Mike is a newbie working for a crappy transport company doing the granny shuffle and is terrified by every stiff he hauls.

I am not afraid of any damn stiff. I shit myself because IT wasn't my damn patient and I let this guy spin down the drain quietly instead of doing what I should've done.....Pulling out a BVM and bagging his ass and when my medic got into an up roar I shouldve told him to fly a kite. Hell I could've deep suctioned him, did a chest decompression if needed, or re-intubated BUT I didn't have the damn patch to do it. Because of his lack of action it makes me look like an incompetent fuck.And yes I am concerned what people think about me. Wouldn't you if you were "some kid". People judge me because of my date of birth. Not my ability to care. And I feel like if I can acquire the knowledge and ability to care they will overlook my age. Am I off key to think this way?

Im not afraid to act. Im scared of the consequences of due to my LACK of action.

Also on a different note. I came to the ICU a few days ago. He was no longer there. He died. So I am wondering if Ill be appearing in court a few months from now because my partner and myself let this guys brain fry due to hypoxia?

And im not doing no damn granny shuffle. Just last weekend we took a critical pedi.
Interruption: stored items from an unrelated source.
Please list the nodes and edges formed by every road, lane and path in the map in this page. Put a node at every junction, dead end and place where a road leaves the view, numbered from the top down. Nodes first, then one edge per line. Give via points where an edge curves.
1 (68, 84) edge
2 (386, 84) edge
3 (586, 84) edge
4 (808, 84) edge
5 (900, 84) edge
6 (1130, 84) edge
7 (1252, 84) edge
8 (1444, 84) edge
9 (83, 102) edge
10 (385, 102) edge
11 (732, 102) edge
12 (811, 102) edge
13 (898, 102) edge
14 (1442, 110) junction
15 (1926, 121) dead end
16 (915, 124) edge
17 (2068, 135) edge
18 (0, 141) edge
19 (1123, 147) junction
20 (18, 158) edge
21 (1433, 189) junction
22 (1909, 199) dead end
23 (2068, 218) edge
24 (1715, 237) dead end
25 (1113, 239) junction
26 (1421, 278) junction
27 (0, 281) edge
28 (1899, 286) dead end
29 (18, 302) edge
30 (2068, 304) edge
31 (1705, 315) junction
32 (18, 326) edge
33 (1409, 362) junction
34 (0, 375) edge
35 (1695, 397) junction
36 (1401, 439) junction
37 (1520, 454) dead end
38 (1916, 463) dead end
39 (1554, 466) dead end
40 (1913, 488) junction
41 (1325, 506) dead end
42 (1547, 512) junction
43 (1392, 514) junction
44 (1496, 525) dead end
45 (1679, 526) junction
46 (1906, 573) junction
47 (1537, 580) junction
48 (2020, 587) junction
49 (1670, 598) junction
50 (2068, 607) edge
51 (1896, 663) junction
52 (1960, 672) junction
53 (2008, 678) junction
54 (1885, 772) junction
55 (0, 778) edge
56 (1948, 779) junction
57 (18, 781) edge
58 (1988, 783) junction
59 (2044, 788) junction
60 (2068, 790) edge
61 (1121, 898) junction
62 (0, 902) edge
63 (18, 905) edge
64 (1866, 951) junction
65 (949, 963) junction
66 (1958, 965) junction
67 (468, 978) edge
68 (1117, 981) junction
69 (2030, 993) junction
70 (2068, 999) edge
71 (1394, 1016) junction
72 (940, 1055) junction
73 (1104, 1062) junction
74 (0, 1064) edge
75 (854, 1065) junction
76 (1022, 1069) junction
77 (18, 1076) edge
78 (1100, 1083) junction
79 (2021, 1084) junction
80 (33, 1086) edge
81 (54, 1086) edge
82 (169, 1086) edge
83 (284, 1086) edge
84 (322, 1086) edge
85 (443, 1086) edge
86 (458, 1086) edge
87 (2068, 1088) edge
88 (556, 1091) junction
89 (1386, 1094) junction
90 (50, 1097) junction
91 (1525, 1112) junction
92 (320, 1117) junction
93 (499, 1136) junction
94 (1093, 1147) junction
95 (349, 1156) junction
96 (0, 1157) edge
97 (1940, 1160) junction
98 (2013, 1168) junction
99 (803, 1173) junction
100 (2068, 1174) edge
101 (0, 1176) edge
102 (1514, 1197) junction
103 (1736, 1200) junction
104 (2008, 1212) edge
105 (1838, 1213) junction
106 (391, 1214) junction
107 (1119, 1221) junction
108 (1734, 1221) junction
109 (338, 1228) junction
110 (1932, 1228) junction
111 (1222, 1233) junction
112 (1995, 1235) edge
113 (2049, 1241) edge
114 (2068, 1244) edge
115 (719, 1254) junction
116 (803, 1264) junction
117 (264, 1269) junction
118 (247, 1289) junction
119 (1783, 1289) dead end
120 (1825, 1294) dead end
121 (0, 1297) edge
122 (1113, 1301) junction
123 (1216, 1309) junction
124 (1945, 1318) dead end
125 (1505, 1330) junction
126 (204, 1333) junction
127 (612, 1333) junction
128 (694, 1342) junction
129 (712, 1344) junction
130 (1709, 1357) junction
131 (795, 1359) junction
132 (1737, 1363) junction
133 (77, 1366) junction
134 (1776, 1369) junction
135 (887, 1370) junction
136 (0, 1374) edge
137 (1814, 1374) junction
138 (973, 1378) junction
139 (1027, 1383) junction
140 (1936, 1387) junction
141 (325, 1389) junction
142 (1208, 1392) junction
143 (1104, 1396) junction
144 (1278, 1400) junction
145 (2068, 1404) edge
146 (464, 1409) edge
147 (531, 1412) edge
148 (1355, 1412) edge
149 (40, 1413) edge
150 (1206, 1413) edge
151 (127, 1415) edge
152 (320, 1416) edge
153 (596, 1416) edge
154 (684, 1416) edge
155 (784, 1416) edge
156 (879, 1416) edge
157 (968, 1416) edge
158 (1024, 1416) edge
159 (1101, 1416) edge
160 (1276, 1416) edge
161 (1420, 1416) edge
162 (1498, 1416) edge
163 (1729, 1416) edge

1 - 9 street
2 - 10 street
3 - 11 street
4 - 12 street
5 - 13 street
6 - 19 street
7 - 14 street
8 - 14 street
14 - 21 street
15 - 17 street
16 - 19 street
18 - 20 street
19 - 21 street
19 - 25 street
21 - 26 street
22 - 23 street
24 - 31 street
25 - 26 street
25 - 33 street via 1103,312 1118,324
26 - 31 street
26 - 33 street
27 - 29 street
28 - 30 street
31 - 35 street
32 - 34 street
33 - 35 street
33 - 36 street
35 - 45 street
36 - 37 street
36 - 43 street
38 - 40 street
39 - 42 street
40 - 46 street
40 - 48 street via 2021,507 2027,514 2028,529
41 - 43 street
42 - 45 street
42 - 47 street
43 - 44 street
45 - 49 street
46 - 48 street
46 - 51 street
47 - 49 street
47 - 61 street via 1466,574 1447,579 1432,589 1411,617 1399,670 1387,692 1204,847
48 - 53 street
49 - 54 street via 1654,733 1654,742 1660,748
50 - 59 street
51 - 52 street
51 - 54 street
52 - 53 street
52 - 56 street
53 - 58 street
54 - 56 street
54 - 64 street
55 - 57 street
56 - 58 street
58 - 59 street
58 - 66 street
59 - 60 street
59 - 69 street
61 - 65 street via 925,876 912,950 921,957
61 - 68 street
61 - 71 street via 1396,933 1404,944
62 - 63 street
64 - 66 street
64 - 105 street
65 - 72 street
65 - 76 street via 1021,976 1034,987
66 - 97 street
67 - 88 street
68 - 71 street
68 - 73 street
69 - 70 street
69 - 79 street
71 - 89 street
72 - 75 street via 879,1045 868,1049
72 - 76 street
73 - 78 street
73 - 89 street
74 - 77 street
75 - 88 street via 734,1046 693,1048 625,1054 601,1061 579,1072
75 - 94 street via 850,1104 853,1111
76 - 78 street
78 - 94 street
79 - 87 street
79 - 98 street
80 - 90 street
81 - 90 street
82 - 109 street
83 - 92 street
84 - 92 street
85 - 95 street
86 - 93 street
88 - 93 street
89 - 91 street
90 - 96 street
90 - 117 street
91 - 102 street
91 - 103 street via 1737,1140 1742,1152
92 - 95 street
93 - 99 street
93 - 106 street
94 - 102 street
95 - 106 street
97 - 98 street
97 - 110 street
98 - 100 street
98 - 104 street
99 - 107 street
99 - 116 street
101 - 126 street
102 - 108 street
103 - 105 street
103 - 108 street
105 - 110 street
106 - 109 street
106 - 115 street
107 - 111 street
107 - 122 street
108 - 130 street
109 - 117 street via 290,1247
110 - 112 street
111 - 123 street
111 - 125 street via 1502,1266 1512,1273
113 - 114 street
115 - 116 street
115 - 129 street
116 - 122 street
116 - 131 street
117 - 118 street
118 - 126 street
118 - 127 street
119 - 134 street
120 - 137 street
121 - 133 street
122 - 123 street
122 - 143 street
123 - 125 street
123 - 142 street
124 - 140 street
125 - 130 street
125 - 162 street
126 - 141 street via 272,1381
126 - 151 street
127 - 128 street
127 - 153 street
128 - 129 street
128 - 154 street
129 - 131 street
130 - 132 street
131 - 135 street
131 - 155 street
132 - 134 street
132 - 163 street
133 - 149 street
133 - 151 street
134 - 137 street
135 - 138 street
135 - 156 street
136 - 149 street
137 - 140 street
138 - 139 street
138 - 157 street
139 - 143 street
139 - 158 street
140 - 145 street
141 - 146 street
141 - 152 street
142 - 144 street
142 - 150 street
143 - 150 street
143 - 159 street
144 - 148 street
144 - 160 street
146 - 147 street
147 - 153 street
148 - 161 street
We are a ITFT that is under trained and underequipped. whatever drugs we need but dont have. we get the docs to write the orders (our protocols are the generic J-RAC and even than we dont carry all the drugs we are supposed to. so whatever we need we have get from the transferring doc) Hell the company is so damn cheap they are training all basics to give EPI IM instead of buying the damn EPI-pens.